## SOURCE RECORDS:
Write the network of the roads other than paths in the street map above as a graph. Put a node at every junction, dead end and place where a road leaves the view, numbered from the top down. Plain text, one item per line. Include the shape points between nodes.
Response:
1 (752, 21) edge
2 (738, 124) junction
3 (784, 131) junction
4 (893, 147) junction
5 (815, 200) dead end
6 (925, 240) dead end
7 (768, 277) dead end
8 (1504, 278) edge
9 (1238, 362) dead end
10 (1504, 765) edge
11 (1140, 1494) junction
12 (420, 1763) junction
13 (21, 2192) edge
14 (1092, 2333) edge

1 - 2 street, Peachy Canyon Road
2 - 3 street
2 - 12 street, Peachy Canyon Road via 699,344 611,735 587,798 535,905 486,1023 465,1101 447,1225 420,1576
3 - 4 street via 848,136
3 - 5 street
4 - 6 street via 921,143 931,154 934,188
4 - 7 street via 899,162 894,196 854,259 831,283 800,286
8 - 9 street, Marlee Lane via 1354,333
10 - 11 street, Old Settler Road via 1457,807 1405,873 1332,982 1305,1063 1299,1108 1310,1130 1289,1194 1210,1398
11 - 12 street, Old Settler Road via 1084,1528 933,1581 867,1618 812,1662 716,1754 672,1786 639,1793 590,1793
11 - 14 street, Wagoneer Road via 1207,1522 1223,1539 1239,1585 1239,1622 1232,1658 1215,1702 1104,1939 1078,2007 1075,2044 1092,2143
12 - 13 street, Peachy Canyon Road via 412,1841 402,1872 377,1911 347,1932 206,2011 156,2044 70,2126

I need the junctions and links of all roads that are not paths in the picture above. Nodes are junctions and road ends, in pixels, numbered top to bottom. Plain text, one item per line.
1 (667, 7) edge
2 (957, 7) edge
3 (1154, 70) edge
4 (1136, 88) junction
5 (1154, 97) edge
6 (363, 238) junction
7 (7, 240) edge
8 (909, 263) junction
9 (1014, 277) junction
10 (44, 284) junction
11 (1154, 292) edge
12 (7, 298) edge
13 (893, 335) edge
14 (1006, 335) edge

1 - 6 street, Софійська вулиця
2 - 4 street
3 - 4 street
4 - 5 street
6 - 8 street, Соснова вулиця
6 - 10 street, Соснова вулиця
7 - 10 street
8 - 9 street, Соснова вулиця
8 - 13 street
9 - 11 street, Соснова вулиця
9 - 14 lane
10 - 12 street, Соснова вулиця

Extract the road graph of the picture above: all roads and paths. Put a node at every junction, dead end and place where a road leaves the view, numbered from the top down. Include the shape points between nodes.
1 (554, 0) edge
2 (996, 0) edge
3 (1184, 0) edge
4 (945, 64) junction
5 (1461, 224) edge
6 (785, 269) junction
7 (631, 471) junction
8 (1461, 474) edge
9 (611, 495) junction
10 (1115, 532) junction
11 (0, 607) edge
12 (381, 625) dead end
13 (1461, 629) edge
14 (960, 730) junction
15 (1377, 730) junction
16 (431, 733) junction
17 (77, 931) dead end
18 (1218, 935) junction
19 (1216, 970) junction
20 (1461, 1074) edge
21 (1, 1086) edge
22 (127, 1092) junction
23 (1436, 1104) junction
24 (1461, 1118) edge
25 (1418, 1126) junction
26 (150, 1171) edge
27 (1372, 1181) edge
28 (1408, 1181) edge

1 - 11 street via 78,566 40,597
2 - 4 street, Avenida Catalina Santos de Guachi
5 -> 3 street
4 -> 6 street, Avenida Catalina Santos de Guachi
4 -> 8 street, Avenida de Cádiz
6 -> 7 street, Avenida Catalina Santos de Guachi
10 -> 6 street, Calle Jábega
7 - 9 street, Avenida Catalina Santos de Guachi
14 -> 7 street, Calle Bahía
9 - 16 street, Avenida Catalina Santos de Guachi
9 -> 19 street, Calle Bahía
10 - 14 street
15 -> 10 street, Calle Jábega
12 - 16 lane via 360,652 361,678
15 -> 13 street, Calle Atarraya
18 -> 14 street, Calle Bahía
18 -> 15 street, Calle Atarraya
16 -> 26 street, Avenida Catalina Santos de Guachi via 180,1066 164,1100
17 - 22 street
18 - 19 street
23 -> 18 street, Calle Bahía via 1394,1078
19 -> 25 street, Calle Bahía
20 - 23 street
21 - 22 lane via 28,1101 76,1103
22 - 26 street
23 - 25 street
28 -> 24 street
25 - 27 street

## WHAT IS REQUIRED:
Extract every line from the one containing "Extract the road" through the last line of the data, inclusive, exactly as written.

## RESPONSE BOX:
Extract the road graph of the picture above: all roads and paths. Put a node at every junction, dead end and place where a road leaves the view, numbered from the top down. Include the shape points between nodes.
1 (554, 0) edge
2 (996, 0) edge
3 (1184, 0) edge
4 (945, 64) junction
5 (1461, 224) edge
6 (785, 269) junction
7 (631, 471) junction
8 (1461, 474) edge
9 (611, 495) junction
10 (1115, 532) junction
11 (0, 607) edge
12 (381, 625) dead end
13 (1461, 629) edge
14 (960, 730) junction
15 (1377, 730) junction
16 (431, 733) junction
17 (77, 931) dead end
18 (1218, 935) junction
19 (1216, 970) junction
20 (1461, 1074) edge
21 (1, 1086) edge
22 (127, 1092) junction
23 (1436, 1104) junction
24 (1461, 1118) edge
25 (1418, 1126) junction
26 (150, 1171) edge
27 (1372, 1181) edge
28 (1408, 1181) edge

1 - 11 street via 78,566 40,597
2 - 4 street, Avenida Catalina Santos de Guachi
5 -> 3 street
4 -> 6 street, Avenida Catalina Santos de Guachi
4 -> 8 street, Avenida de Cádiz
6 -> 7 street, Avenida Catalina Santos de Guachi
10 -> 6 street, Calle Jábega
7 - 9 street, Avenida Catalina Santos de Guachi
14 -> 7 street, Calle Bahía
9 - 16 street, Avenida Catalina Santos de Guachi
9 -> 19 street, Calle Bahía
10 - 14 street
15 -> 10 street, Calle Jábega
12 - 16 lane via 360,652 361,678
15 -> 13 street, Calle Atarraya
18 -> 14 street, Calle Bahía
18 -> 15 street, Calle Atarraya
16 -> 26 street, Avenida Catalina Santos de Guachi via 180,1066 164,1100
17 - 22 street
18 - 19 street
23 -> 18 street, Calle Bahía via 1394,1078
19 -> 25 street, Calle Bahía
20 - 23 street
21 - 22 lane via 28,1101 76,1103
22 - 26 street
23 - 25 street
28 -> 24 street
25 - 27 street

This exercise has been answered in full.